Across the listing below, how many lines hold "Хуторская"? Reply with the number by itself.
━━━━━━━━━━━━━━━━━━━━━━━━━━━━━━
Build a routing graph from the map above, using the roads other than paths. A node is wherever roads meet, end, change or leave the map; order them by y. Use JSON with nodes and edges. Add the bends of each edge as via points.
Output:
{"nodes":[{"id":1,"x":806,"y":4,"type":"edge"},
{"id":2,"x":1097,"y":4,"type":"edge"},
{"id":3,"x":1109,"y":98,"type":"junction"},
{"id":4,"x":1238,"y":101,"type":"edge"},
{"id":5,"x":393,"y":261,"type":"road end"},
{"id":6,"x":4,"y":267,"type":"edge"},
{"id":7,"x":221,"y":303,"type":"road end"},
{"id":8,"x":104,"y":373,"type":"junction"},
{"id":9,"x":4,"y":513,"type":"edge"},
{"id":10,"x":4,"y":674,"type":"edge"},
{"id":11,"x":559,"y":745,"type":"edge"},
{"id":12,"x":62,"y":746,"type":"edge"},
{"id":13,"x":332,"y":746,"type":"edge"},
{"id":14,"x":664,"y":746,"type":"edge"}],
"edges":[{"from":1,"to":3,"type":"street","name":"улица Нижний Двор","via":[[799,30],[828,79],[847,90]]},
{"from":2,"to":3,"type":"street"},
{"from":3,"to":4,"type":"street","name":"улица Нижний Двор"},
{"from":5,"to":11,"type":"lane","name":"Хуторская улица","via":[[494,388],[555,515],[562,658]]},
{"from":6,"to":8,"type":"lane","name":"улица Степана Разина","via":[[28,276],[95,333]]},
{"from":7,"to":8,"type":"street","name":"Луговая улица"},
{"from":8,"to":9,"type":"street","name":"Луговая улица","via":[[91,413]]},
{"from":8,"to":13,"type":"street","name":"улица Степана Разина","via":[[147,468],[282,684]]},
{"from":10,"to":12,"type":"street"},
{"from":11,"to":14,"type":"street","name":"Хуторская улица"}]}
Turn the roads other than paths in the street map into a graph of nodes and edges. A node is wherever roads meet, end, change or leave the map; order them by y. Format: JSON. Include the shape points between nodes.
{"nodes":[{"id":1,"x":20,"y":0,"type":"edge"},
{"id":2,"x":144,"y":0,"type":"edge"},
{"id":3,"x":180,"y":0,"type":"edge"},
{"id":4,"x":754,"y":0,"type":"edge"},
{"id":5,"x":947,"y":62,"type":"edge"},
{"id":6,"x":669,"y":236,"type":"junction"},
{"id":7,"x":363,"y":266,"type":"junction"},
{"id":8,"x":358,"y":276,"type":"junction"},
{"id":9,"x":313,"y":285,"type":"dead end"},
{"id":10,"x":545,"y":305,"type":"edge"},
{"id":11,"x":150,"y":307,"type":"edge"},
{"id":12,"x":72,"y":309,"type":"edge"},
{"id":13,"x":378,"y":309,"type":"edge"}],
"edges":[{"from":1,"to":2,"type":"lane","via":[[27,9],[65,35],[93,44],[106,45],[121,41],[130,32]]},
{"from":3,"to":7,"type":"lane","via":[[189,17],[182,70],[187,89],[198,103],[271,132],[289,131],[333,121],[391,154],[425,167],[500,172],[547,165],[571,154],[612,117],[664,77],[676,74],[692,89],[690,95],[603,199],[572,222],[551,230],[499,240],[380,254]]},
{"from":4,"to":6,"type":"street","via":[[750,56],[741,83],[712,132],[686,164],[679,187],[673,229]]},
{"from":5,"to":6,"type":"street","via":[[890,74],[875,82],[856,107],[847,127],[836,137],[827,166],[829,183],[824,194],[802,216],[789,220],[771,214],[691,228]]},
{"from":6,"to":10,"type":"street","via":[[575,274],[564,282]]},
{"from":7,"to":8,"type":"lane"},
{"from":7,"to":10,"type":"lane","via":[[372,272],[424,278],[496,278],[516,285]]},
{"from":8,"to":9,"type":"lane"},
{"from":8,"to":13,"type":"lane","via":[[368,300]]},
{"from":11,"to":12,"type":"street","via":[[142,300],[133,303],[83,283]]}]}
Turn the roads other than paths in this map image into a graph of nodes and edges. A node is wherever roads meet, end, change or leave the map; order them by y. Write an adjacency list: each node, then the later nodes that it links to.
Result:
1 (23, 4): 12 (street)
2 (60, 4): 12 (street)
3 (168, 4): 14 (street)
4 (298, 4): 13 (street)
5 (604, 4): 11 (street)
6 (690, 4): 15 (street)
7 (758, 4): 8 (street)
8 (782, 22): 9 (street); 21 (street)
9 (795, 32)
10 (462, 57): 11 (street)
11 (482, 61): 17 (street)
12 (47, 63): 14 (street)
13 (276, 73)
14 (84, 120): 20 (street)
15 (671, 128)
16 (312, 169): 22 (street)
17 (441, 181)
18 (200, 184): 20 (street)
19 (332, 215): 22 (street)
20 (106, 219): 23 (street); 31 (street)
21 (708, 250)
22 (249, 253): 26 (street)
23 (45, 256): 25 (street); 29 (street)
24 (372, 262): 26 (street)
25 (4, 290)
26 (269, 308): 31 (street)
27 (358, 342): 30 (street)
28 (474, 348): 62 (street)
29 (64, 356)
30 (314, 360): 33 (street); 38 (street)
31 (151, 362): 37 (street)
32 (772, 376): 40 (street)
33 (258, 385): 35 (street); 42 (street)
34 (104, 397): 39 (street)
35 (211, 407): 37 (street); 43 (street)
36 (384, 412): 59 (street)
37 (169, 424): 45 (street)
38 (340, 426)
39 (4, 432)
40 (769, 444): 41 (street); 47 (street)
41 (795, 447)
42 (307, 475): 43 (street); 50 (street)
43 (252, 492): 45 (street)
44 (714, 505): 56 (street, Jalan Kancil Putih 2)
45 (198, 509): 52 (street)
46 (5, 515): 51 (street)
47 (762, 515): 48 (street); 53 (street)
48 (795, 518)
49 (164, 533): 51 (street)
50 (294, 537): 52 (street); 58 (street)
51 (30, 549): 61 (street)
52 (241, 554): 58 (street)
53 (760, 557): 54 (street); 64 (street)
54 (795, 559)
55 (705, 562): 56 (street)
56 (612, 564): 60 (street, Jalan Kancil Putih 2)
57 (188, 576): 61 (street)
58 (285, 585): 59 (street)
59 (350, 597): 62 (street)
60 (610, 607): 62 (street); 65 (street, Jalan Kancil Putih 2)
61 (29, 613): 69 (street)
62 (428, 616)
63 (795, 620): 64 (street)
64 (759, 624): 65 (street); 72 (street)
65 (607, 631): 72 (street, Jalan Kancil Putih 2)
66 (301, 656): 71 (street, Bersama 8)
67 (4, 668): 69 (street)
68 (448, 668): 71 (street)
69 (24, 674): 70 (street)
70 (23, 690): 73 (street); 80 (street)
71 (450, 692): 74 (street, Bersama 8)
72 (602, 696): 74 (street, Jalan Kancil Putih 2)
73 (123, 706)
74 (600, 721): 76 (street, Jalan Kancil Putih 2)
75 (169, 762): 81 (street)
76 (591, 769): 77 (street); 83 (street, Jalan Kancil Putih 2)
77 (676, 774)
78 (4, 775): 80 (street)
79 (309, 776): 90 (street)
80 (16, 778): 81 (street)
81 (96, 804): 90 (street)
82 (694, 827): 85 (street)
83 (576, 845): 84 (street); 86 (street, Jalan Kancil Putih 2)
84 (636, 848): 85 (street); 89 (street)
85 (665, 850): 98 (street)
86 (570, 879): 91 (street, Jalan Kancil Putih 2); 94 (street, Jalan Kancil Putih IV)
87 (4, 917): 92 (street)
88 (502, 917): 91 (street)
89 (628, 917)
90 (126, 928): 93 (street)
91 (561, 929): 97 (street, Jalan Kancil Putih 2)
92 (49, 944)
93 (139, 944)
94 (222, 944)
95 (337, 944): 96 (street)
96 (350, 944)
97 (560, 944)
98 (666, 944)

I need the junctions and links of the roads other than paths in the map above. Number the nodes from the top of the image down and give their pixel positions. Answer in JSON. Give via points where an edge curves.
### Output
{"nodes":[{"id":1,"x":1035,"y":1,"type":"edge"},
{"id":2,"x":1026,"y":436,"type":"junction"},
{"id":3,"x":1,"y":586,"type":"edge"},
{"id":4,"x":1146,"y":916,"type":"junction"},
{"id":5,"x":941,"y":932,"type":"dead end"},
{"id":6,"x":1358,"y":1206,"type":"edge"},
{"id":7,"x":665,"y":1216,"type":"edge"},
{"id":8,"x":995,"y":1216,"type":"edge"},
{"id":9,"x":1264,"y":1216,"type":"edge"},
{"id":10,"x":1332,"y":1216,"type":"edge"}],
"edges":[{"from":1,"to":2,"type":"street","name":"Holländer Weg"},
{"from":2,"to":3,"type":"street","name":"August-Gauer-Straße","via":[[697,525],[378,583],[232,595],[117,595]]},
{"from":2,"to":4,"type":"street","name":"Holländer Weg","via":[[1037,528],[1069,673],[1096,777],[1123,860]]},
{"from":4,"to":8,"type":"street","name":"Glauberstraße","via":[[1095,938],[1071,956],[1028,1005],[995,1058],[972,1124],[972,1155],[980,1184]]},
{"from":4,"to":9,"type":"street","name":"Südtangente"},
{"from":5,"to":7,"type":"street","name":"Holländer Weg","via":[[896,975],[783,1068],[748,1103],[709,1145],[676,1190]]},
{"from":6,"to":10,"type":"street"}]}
━━━━━━━━━━━━━━━━━━━━━━━━━━━━━━
RESPONSE FOR THIS EXERCISE => 2